#### [WHAT TO WORK ON]
Write out all of the records below precisely as given, omitting the images.

#### [Records from a data collection]
*** Begin section ***
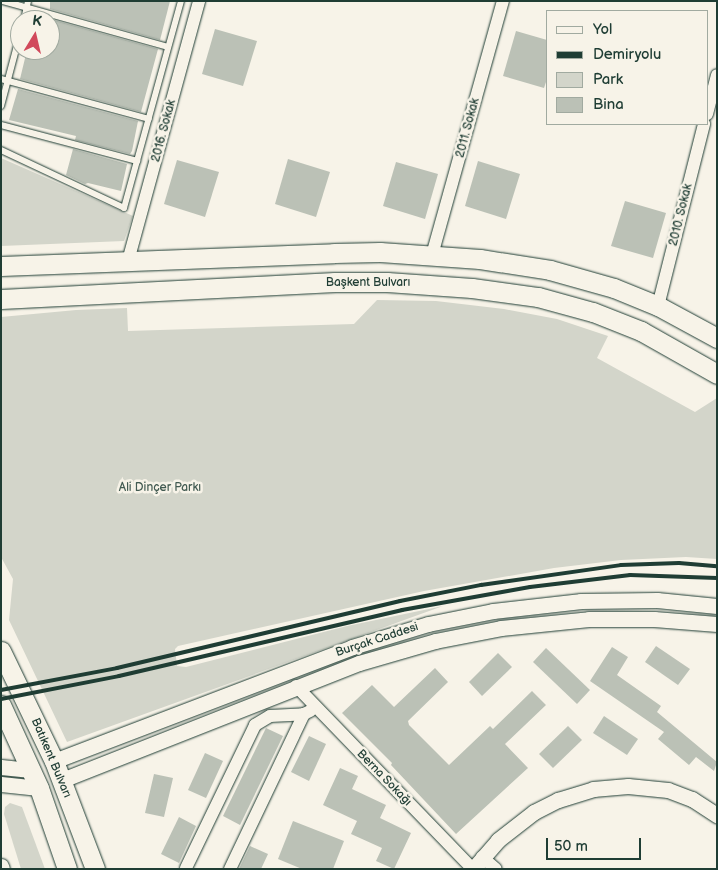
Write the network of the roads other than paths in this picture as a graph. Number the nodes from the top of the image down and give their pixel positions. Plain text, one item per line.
1 (3, 1) edge
2 (182, 1) edge
3 (199, 1) edge
4 (503, 1) edge
5 (28, 5) edge
6 (168, 48) junction
7 (11, 60) edge
8 (717, 75) edge
9 (4, 80) edge
10 (1, 106) edge
11 (708, 110) edge
12 (148, 119) junction
13 (1, 125) edge
14 (704, 125) edge
15 (1, 150) edge
16 (137, 161) junction
17 (432, 255) junction
18 (128, 261) junction
19 (1, 266) edge
20 (1, 299) edge
21 (658, 306) junction
22 (717, 338) edge
23 (717, 374) edge
24 (717, 606) edge
25 (717, 624) edge
26 (1, 650) edge
27 (296, 686) junction
28 (1, 704) edge
29 (317, 708) junction
30 (304, 714) junction
31 (54, 761) junction
32 (1, 767) edge
33 (31, 770) junction
34 (62, 780) junction
35 (1, 784) edge
36 (39, 788) junction
37 (717, 815) edge
38 (476, 865) edge
39 (186, 868) edge
40 (67, 869) edge
41 (95, 869) edge
42 (230, 869) edge
43 (496, 869) edge

1 - 5 lane
2 - 6 lane
3 - 18 street, 2016. Sokak
4 - 17 street, 2011. Sokak
5 - 6 lane
6 - 12 lane
7 - 9 lane
8 - 11 street
9 - 10 lane
9 - 12 lane
12 - 16 lane
13 - 16 lane
14 - 21 street, 2010. Sokak
15 - 16 lane
17 - 18 main road
17 - 21 main road
18 - 19 main road
20 - 23 main road, Başkent Bulvarı
21 - 22 main road
24 - 31 street, Burçak Caddesi
25 - 27 street, Burçak Caddesi
26 - 31 main road, Batıkent Bulvarı
27 - 29 street, Berna Sokağı
27 - 34 street, Burçak Caddesi
28 - 33 main road, Batıkent Bulvarı
29 - 30 street
29 - 38 street, Berna Sokağı
30 - 39 street
30 - 42 street
31 - 33 main road
31 - 34 main road, Batıkent Bulvarı
32 - 33 street
33 - 36 main road, Batıkent Bulvarı
34 - 36 main road
34 - 41 main road, Batıkent Bulvarı
35 - 36 street
36 - 40 main road, Batıkent Bulvarı
37 - 38 street
38 - 43 street, Berna Sokağı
*** End section ***
#### [OUTPUT]
Write the network of the roads other than paths in this picture as a graph. Number the nodes from the top of the image down and give their pixel positions. Plain text, one item per line.
1 (3, 1) edge
2 (182, 1) edge
3 (199, 1) edge
4 (503, 1) edge
5 (28, 5) edge
6 (168, 48) junction
7 (11, 60) edge
8 (717, 75) edge
9 (4, 80) edge
10 (1, 106) edge
11 (708, 110) edge
12 (148, 119) junction
13 (1, 125) edge
14 (704, 125) edge
15 (1, 150) edge
16 (137, 161) junction
17 (432, 255) junction
18 (128, 261) junction
19 (1, 266) edge
20 (1, 299) edge
21 (658, 306) junction
22 (717, 338) edge
23 (717, 374) edge
24 (717, 606) edge
25 (717, 624) edge
26 (1, 650) edge
27 (296, 686) junction
28 (1, 704) edge
29 (317, 708) junction
30 (304, 714) junction
31 (54, 761) junction
32 (1, 767) edge
33 (31, 770) junction
34 (62, 780) junction
35 (1, 784) edge
36 (39, 788) junction
37 (717, 815) edge
38 (476, 865) edge
39 (186, 868) edge
40 (67, 869) edge
41 (95, 869) edge
42 (230, 869) edge
43 (496, 869) edge

1 - 5 lane
2 - 6 lane
3 - 18 street, 2016. Sokak
4 - 17 street, 2011. Sokak
5 - 6 lane
6 - 12 lane
7 - 9 lane
8 - 11 street
9 - 10 lane
9 - 12 lane
12 - 16 lane
13 - 16 lane
14 - 21 street, 2010. Sokak
15 - 16 lane
17 - 18 main road
17 - 21 main road
18 - 19 main road
20 - 23 main road, Başkent Bulvarı
21 - 22 main road
24 - 31 street, Burçak Caddesi
25 - 27 street, Burçak Caddesi
26 - 31 main road, Batıkent Bulvarı
27 - 29 street, Berna Sokağı
27 - 34 street, Burçak Caddesi
28 - 33 main road, Batıkent Bulvarı
29 - 30 street
29 - 38 street, Berna Sokağı
30 - 39 street
30 - 42 street
31 - 33 main road
31 - 34 main road, Batıkent Bulvarı
32 - 33 street
33 - 36 main road, Batıkent Bulvarı
34 - 36 main road
34 - 41 main road, Batıkent Bulvarı
35 - 36 street
36 - 40 main road, Batıkent Bulvarı
37 - 38 street
38 - 43 street, Berna Sokağı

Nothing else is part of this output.